Considere que um servidor público tenha requerido afastamento para participar de um curso fora de seu local de exercício e seu pedido tenha sido deferido. Pouco antes da data Informada para a realização do curso, o superior hierárquico do servidor recebeu uma denúncia anônima, imputando como inautêntica a notícia do evento. Efetuadas diligências, constatou-se que o curso, de fato, não existia. O ato de deferimento do pedido de afastamento para participação do curso
- A)deve ser revogado pela autoridade que emitiu o ato, ante o comprovado vício de legalidade.

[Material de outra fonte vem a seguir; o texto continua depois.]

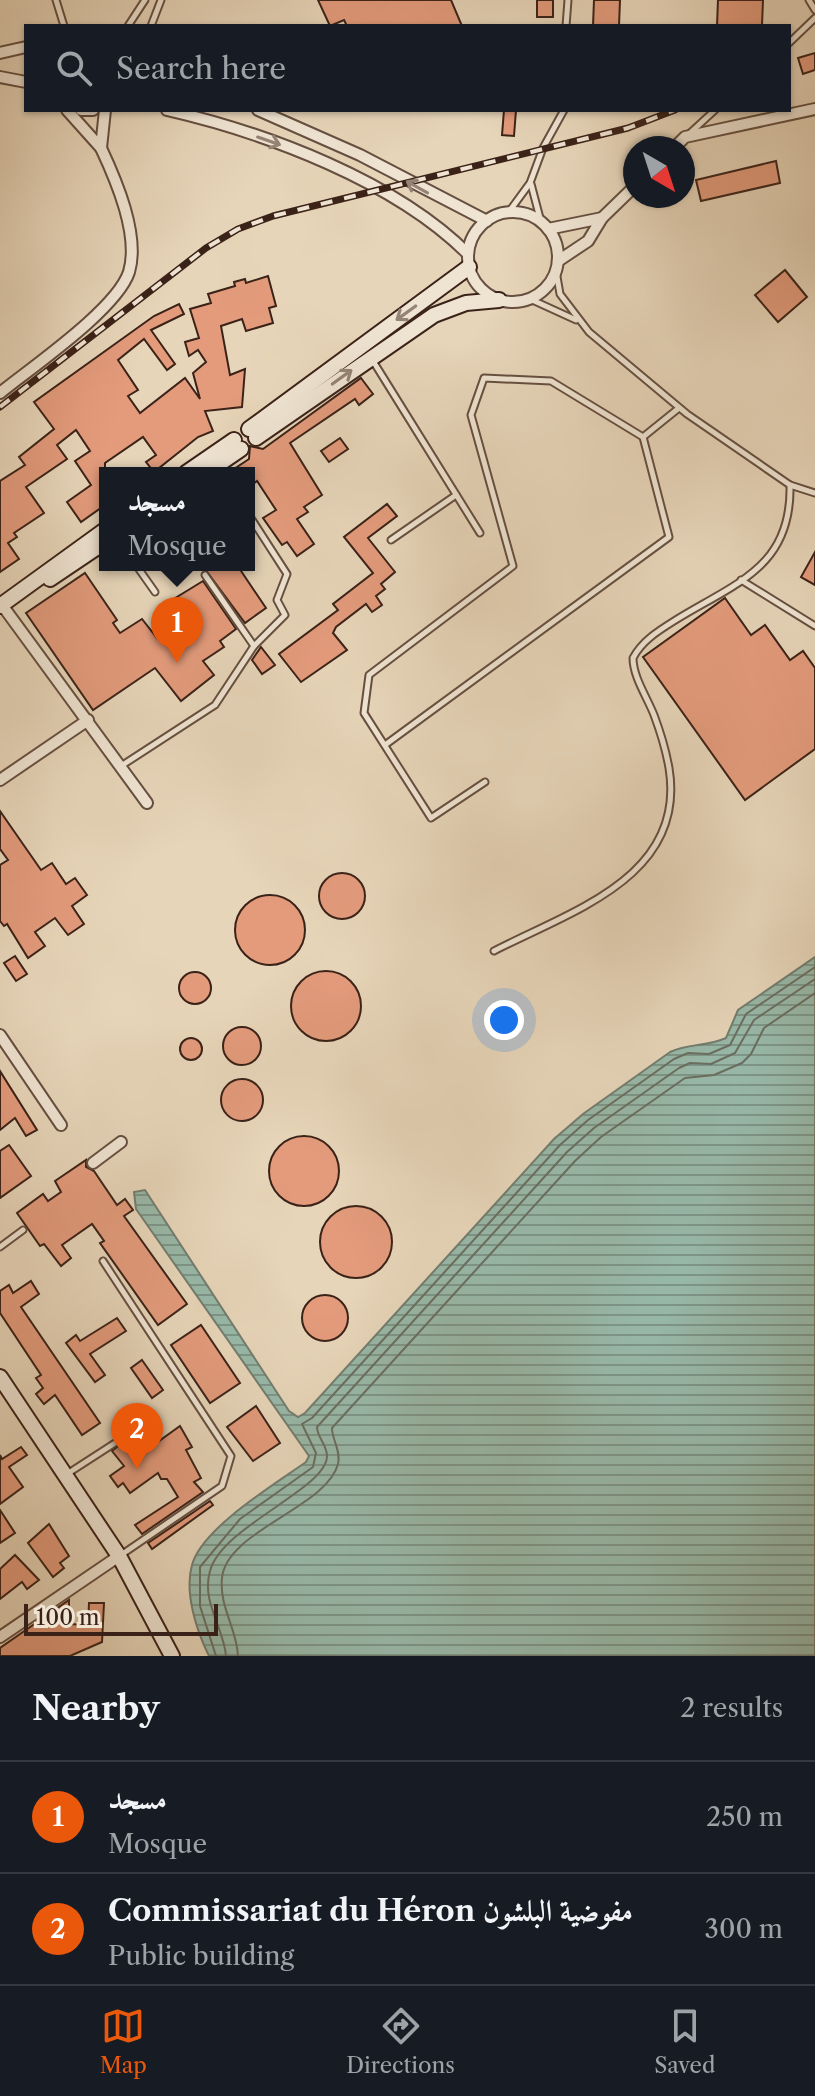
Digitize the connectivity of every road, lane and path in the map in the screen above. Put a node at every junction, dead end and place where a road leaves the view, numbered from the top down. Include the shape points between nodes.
1 (56, 0) edge
2 (145, 0) edge
3 (161, 0) edge
4 (568, 0) edge
5 (809, 0) edge
6 (815, 10) edge
7 (815, 18) edge
8 (63, 24) edge
9 (129, 24) edge
10 (152, 24) edge
11 (566, 24) edge
12 (791, 41) edge
13 (24, 47) edge
14 (0, 53) edge
15 (0, 77) edge
16 (24, 82) edge
17 (815, 109) edge
18 (69, 112) edge
19 (105, 112) edge
20 (174, 112) edge
21 (263, 112) edge
22 (563, 112) edge
23 (713, 112) edge
24 (686, 136) edge
25 (690, 136) edge
26 (101, 148) junction
27 (530, 183) junction
28 (623, 198) edge
29 (508, 213) junction
30 (602, 218) junction
31 (487, 221) junction
32 (544, 225) junction
33 (469, 260) junction
34 (557, 266) junction
35 (530, 299) junction
36 (499, 300) junction
37 (578, 321) junction
38 (370, 357) junction
39 (0, 393) edge
40 (679, 408) junction
41 (643, 437) junction
42 (197, 467) edge
43 (213, 467) edge
44 (790, 485) junction
45 (815, 493) edge
46 (456, 495) junction
47 (255, 524) edge
48 (480, 533) dead end
49 (99, 534) edge
50 (391, 540) dead end
51 (99, 551) edge
52 (140, 571) edge
53 (205, 575) dead end
54 (741, 579) junction
55 (155, 592) dead end
56 (2, 605) edge
57 (815, 626) edge
58 (254, 646) junction
59 (88, 720) junction
60 (385, 745) junction
61 (121, 766) junction
62 (0, 780) edge
63 (485, 782) dead end
64 (147, 803) dead end
65 (494, 951) dead end
66 (0, 1035) edge
67 (61, 1125) dead end
68 (121, 1142) dead end
69 (93, 1163) dead end
70 (23, 1230) dead end
71 (0, 1247) edge
72 (103, 1261) dead end
73 (0, 1377) edge
74 (115, 1443) dead end
75 (66, 1474) junction
76 (119, 1556) junction
77 (0, 1637) edge
78 (172, 1656) edge

1 - 8 lane
2 - 9 lane
3 - 10 lane
4 - 11 lane
5 - 6 lane
7 - 12 lane
13 - 14 street
15 - 16 street
17 - 25 street
18 - 26 street
19 - 26 street
20 -> 33 street via 275,143 350,175 413,211
31 -> 21 street
22 - 27 lane
23 - 24 lane
26 - 39 street via 120,188 130,269 110,301
27 - 29 lane
27 - 32 lane
28 - 30 street
29 - 31 street
29 - 32 street via 531,216
30 - 32 street
30 - 34 street via 588,241
31 - 33 street via 471,241
32 - 34 street via 556,244
33 - 36 street via 480,288
33 -> 38 main road via 253,434
34 - 35 street via 546,288
34 - 37 lane via 560,294
35 - 36 street
35 - 37 lane
36 - 38 main road via 449,308
37 - 40 lane
38 - 46 lane
40 - 41 lane
40 - 44 lane
41 - 60 lane via 669,537
41 - 60 lane via 551,381 484,378 471,415 513,566 369,675 364,713
42 - 43 main road via 238,444
44 - 45 lane
44 - 54 lane via 791,512 782,538 766,564
46 - 48 lane
46 - 50 lane
47 - 58 lane via 287,574 277,600 285,615
49 - 56 main road
51 - 56 main road
52 - 55 lane
53 - 58 lane
54 - 57 lane
54 - 65 lane via 652,635 633,658 669,769 671,813 659,841 618,887
56 - 59 street
58 - 61 lane via 215,705
59 - 61 street
59 - 62 street
60 - 63 lane via 431,818
61 - 64 street
66 - 67 street
68 - 69 street
70 - 71 lane
72 - 76 lane via 231,1456 222,1486
73 - 75 main road
74 - 75 lane
75 - 76 main road
76 - 77 street
76 - 78 main road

Errada. Vício de legalidade leva à anulação, não à revogação.
- B)deve ser anulado, em razão do vício de motivo, este que não admite convalidação.
Correta. Há vício de motivo, pois o fato que sustentava o ato não existia, e esse vício não é convalidável.

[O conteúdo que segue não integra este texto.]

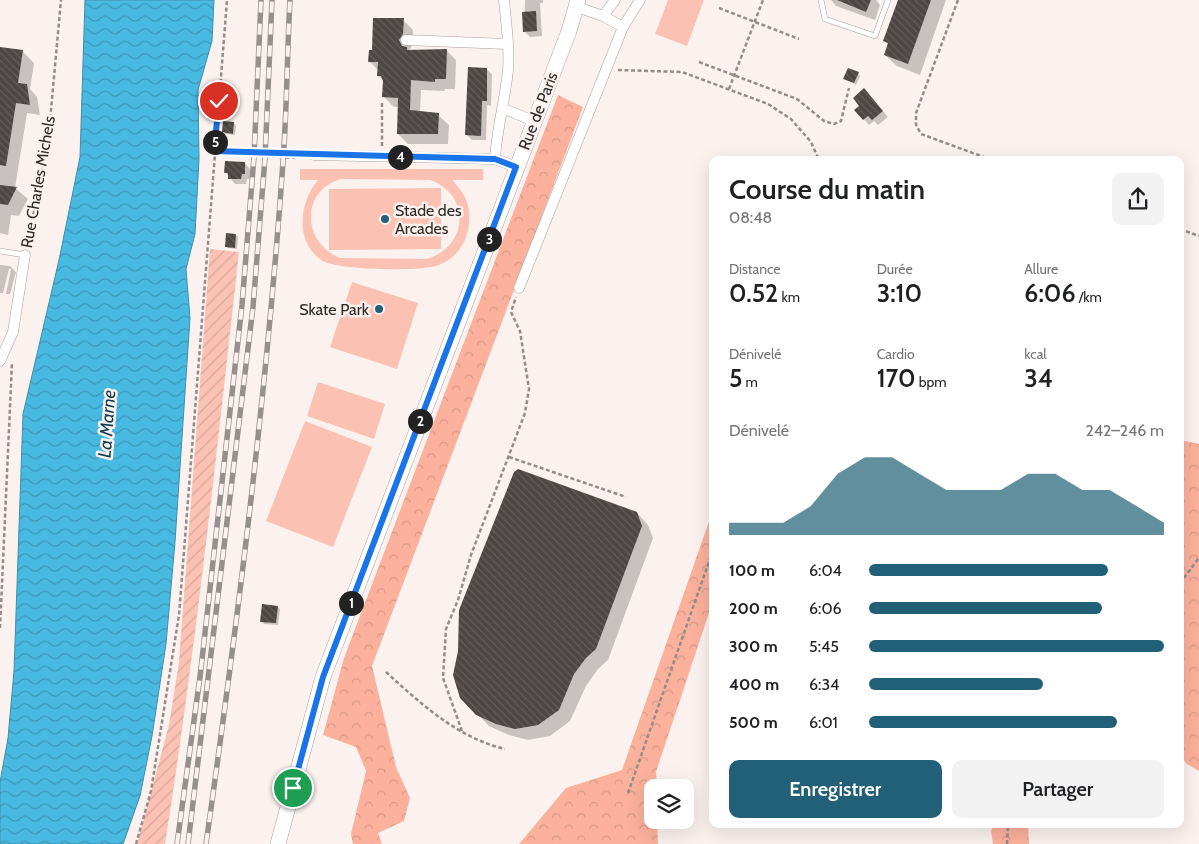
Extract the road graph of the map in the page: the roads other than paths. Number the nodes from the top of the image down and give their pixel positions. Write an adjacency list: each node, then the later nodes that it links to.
1 (504, 0): 10 (street)
2 (615, 0): 7 (street)
3 (640, 0): 8 (street)
4 (821, 0): 5 (lane)
5 (888, 0)
6 (577, 4): 7 (street); 12 (main road, Rue de Paris)
7 (603, 16): 8 (street)
8 (623, 27): 18 (street)
9 (406, 40): 10 (street)
10 (507, 44): 11 (street)
11 (504, 109): 12 (street); 14 (street)
12 (534, 121): 15 (main road, Rue de Paris)
13 (314, 155): 14 (street)
14 (495, 159): 15 (street)
15 (516, 167): 20 (main road, Rue de Paris)
16 (0, 251): 17 (lane)
17 (25, 255): 19 (street, Rue Charles Michels)
18 (519, 288)
19 (0, 361)
20 (278, 844)

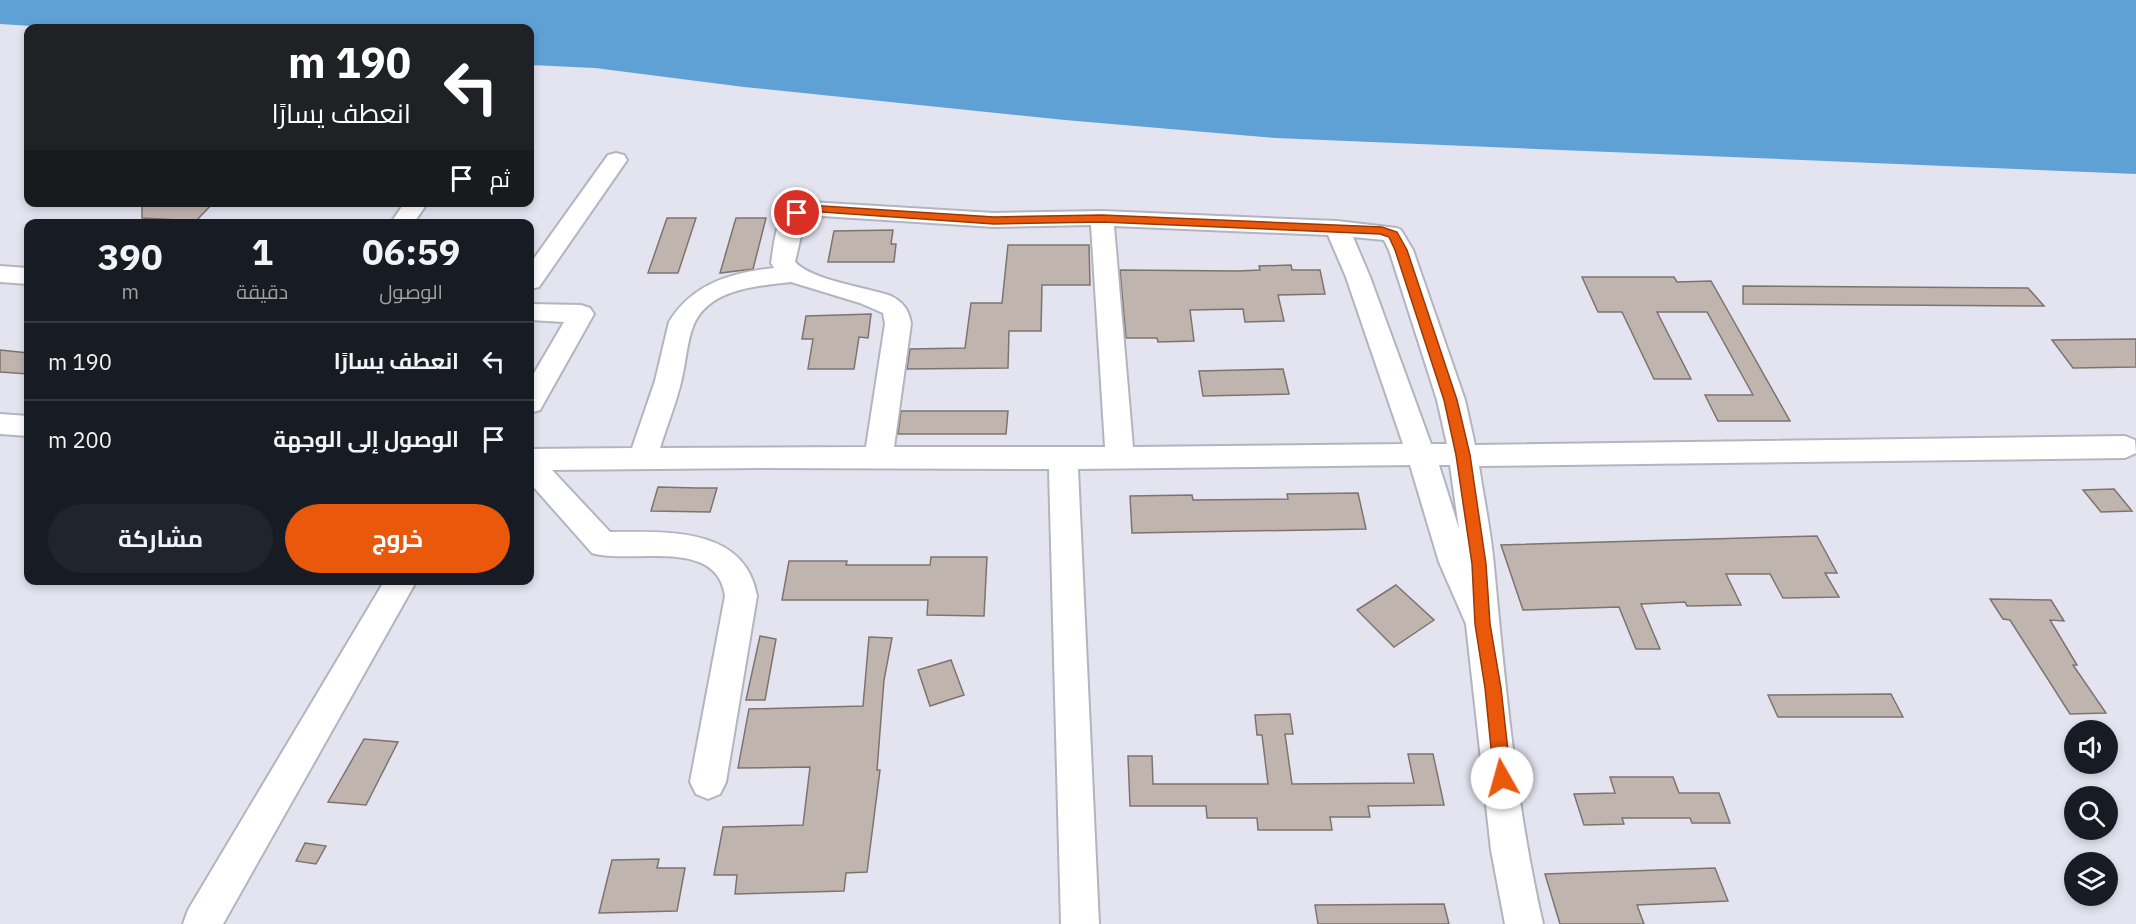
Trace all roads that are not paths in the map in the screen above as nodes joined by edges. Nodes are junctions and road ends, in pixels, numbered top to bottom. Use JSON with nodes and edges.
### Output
{"nodes":[{"id":1,"x":616,"y":160,"type":"dead end"},
{"id":2,"x":1102,"y":218,"type":"junction"},
{"id":3,"x":1337,"y":228,"type":"junction"},
{"id":4,"x":792,"y":273,"type":"junction"},
{"id":5,"x":0,"y":274,"type":"edge"},
{"id":6,"x":534,"y":275,"type":"edge"},
{"id":7,"x":24,"y":276,"type":"edge"},
{"id":8,"x":534,"y":312,"type":"edge"},
{"id":9,"x":534,"y":397,"type":"edge"},
{"id":10,"x":0,"y":424,"type":"edge"},
{"id":11,"x":24,"y":426,"type":"edge"},
{"id":12,"x":2125,"y":447,"type":"dead end"},
{"id":13,"x":1421,"y":454,"type":"junction"},
{"id":14,"x":1463,"y":455,"type":"junction"},
{"id":15,"x":878,"y":458,"type":"junction"},
{"id":16,"x":1063,"y":458,"type":"junction"},
{"id":17,"x":1120,"y":458,"type":"junction"},
{"id":18,"x":642,"y":459,"type":"junction"},
{"id":19,"x":534,"y":460,"type":"edge"},
{"id":20,"x":534,"y":469,"type":"edge"},
{"id":21,"x":399,"y":585,"type":"edge"},
{"id":22,"x":1482,"y":624,"type":"junction"},
{"id":23,"x":708,"y":782,"type":"dead end"},
{"id":24,"x":202,"y":924,"type":"edge"},
{"id":25,"x":1080,"y":924,"type":"edge"},
{"id":26,"x":1524,"y":924,"type":"edge"}],
"edges":[{"from":1,"to":6,"type":"street"},
{"from":2,"to":3,"type":"street"},
{"from":2,"to":4,"type":"street"},
{"from":2,"to":17,"type":"street"},
{"from":3,"to":13,"type":"street"},
{"from":3,"to":14,"type":"street"},
{"from":4,"to":15,"type":"street"},
{"from":4,"to":18,"type":"street"},
{"from":5,"to":7,"type":"street"},
{"from":8,"to":9,"type":"street"},
{"from":10,"to":11,"type":"street"},
{"from":12,"to":14,"type":"street"},
{"from":13,"to":14,"type":"street"},
{"from":13,"to":17,"type":"street"},
{"from":13,"to":22,"type":"street"},
{"from":14,"to":22,"type":"street"},
{"from":15,"to":16,"type":"street"},
{"from":15,"to":18,"type":"street"},
{"from":16,"to":17,"type":"street"},
{"from":16,"to":25,"type":"street"},
{"from":18,"to":19,"type":"street"},
{"from":20,"to":23,"type":"street"},
{"from":21,"to":24,"type":"street"},
{"from":22,"to":26,"type":"street"}]}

- C)depende de decisão Judicial para sua anulação, tendo em vista que foi regular e legitimamente editado, não podendo ser desconstituído unilateralmente.
Errada. A Administração pode anular seus próprios atos ilegais pela autotutela.
- D)deve ser mantido, na qualidade de ato jurídico perfeito, sem prejuízo da responsabilização disciplinar do servidor.
Errada. Ato com motivo inexistente não deve ser mantido como ato jurídico perfeito.
- E)apresenta vicio de motivação, devendo, portanto, ser declarado nulo, caso a autoridade competente não providencie sua convalidação tempestivamente.
Errada. O problema é de motivo, não mera motivação formal, e não há convalidação possível.
Gabarito: B
O motivo é o pressuposto de fato e de direito que leva à prática do ato administrativo. Se o curso que justificou o afastamento não existia, o motivo é falso ou inexistente, gerando vício de legalidade e anulação, sem convalidação.